Optical and energy-loss spectra of the antiferromagnetic transition metal oxides MnO, FeO, CoO, and NiO including quasiparticle and excitonic effects

Abstract

We calculate the frequency-dependent dielectric function for the series of antiferromagnetic transition metal oxides (TMOs) from MnO to NiO using many-body perturbation theory. Quasiparticle, excitonic, and local-field effects are taken into account by solving the Bethe-Salpeter equation in the framework of collinear spin polarization. The optical spectra are based on electronic structures which have been obtained using density-functional theory with a hybrid functional containing screened exchange (HSE03) and a subsequent quasiparticle calculation in the $GW$ approximation to describe exchange and correlation effects adequately.
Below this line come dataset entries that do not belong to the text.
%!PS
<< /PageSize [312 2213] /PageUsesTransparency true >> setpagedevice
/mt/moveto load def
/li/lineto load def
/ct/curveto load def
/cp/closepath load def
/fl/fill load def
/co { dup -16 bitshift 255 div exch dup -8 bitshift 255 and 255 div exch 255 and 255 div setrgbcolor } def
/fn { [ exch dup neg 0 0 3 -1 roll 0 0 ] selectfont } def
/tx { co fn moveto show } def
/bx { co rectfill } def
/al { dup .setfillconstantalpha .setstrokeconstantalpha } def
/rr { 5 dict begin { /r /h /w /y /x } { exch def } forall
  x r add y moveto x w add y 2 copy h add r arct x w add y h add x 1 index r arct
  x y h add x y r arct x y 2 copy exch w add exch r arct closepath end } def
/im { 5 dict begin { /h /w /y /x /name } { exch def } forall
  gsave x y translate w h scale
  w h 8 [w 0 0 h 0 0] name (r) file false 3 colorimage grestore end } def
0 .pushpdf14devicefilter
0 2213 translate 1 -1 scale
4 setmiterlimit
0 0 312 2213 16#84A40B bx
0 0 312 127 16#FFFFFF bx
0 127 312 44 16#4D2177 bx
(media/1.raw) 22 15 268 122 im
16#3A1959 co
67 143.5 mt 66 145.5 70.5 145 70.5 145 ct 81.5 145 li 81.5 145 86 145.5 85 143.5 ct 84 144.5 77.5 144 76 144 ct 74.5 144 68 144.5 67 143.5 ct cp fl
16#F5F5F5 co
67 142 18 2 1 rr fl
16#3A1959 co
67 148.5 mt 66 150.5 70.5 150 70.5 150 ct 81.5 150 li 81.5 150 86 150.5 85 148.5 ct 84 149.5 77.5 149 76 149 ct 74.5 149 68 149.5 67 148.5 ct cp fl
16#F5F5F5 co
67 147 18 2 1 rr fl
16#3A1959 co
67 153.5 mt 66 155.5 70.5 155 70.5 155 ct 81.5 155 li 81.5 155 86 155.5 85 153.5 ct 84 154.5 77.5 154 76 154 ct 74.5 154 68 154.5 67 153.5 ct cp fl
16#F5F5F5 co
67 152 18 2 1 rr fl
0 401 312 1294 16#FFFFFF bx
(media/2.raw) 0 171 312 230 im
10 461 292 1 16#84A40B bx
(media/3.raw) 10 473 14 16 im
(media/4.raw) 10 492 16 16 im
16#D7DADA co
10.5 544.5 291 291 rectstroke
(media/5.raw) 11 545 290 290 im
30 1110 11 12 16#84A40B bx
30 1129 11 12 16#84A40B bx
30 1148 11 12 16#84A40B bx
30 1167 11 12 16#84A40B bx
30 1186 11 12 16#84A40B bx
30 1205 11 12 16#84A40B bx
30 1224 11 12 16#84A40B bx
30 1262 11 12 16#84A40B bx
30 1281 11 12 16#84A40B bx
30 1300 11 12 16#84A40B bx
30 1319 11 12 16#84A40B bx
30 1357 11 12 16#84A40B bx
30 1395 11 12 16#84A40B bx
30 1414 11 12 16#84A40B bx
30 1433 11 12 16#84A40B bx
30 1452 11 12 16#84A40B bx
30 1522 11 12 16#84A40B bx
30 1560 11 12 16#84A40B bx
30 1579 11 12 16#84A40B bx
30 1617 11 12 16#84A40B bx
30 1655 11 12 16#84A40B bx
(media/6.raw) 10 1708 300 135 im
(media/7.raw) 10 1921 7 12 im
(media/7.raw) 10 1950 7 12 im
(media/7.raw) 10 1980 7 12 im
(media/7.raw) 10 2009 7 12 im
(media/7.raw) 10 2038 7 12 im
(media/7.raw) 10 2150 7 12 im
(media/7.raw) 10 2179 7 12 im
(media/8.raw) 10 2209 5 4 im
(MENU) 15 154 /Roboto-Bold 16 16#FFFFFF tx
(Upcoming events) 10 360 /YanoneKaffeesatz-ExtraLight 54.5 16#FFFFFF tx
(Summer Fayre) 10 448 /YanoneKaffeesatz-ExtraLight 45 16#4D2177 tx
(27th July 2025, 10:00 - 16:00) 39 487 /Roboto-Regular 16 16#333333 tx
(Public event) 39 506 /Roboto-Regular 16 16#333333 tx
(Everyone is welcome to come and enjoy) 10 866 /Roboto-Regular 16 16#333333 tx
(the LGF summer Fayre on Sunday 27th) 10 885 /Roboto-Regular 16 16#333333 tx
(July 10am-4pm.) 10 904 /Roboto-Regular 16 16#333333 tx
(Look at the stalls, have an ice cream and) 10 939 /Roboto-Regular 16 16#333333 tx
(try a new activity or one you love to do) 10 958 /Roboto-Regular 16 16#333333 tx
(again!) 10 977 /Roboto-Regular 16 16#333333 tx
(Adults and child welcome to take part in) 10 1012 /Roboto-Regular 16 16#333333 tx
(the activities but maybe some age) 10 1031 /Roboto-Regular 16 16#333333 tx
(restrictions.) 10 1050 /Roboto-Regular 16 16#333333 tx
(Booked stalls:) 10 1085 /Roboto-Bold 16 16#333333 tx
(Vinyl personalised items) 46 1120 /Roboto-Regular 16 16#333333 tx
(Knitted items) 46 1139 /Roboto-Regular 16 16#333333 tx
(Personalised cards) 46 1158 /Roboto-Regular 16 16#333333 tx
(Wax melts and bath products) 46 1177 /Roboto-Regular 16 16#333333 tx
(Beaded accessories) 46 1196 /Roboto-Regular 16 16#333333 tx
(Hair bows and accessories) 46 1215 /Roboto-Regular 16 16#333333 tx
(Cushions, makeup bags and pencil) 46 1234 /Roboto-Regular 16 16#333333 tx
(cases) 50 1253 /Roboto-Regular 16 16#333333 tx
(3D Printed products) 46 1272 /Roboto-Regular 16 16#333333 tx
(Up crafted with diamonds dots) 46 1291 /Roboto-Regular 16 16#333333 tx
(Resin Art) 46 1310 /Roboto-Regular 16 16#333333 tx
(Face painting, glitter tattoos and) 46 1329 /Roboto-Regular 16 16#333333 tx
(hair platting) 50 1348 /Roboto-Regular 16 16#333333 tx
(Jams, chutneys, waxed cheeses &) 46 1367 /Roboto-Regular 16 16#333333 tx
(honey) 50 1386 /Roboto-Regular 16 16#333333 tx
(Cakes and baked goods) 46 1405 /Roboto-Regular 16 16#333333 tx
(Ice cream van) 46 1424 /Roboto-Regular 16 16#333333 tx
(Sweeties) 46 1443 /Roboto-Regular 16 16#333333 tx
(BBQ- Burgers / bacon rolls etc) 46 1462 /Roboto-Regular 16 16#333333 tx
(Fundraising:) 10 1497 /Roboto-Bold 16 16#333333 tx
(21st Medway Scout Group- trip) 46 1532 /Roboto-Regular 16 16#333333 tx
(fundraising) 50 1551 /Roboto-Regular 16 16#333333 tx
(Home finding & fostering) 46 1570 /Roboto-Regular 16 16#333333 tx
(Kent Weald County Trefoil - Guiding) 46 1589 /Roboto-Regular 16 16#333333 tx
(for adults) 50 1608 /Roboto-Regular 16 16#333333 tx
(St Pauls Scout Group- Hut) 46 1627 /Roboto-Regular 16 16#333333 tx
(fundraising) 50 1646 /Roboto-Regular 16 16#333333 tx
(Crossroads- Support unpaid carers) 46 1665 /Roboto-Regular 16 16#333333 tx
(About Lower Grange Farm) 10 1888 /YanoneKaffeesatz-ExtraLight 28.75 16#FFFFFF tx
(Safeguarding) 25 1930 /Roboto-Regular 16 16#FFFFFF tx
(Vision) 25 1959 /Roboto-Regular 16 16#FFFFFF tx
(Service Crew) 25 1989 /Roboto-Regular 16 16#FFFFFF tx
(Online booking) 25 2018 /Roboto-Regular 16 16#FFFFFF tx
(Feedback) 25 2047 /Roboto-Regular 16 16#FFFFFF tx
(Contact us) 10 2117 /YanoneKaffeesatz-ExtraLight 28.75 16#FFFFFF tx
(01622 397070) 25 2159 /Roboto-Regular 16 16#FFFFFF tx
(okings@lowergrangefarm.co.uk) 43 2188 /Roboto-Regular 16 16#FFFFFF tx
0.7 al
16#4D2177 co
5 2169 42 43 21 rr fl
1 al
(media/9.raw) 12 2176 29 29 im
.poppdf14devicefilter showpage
These sophisticated quasiparticle band structures are mapped to electronic structures resulting from the computationally less expensive $\mathrm{GGA}+U+\ensuremath{\Delta}$ scheme that includes an on-site interaction $U$ and a scissors shift $\ensuremath{\Delta}$ and allows us to calculate the large number of electronic states that is necessary to construct the Bethe-Salpeter Hamiltonian. For an accurate description of the optical spectra, an appropriate treatment of the strong electron-hole attraction is mandatory to obtain agreement with the experimentally observed absorption-peak positions. The itinerant $s$ and $p$ states as well as the localized transition metal $3d$ states have to be considered on an equal footing. We find that a purely atomic picture is not suitable to understand the optical absorption spectra of the TMOs. Reflectivity spectra, absorption coefficients, and loss functions at vanishing momentum transfer are computed in a wide spectral range and discussed in light of the available experimental data.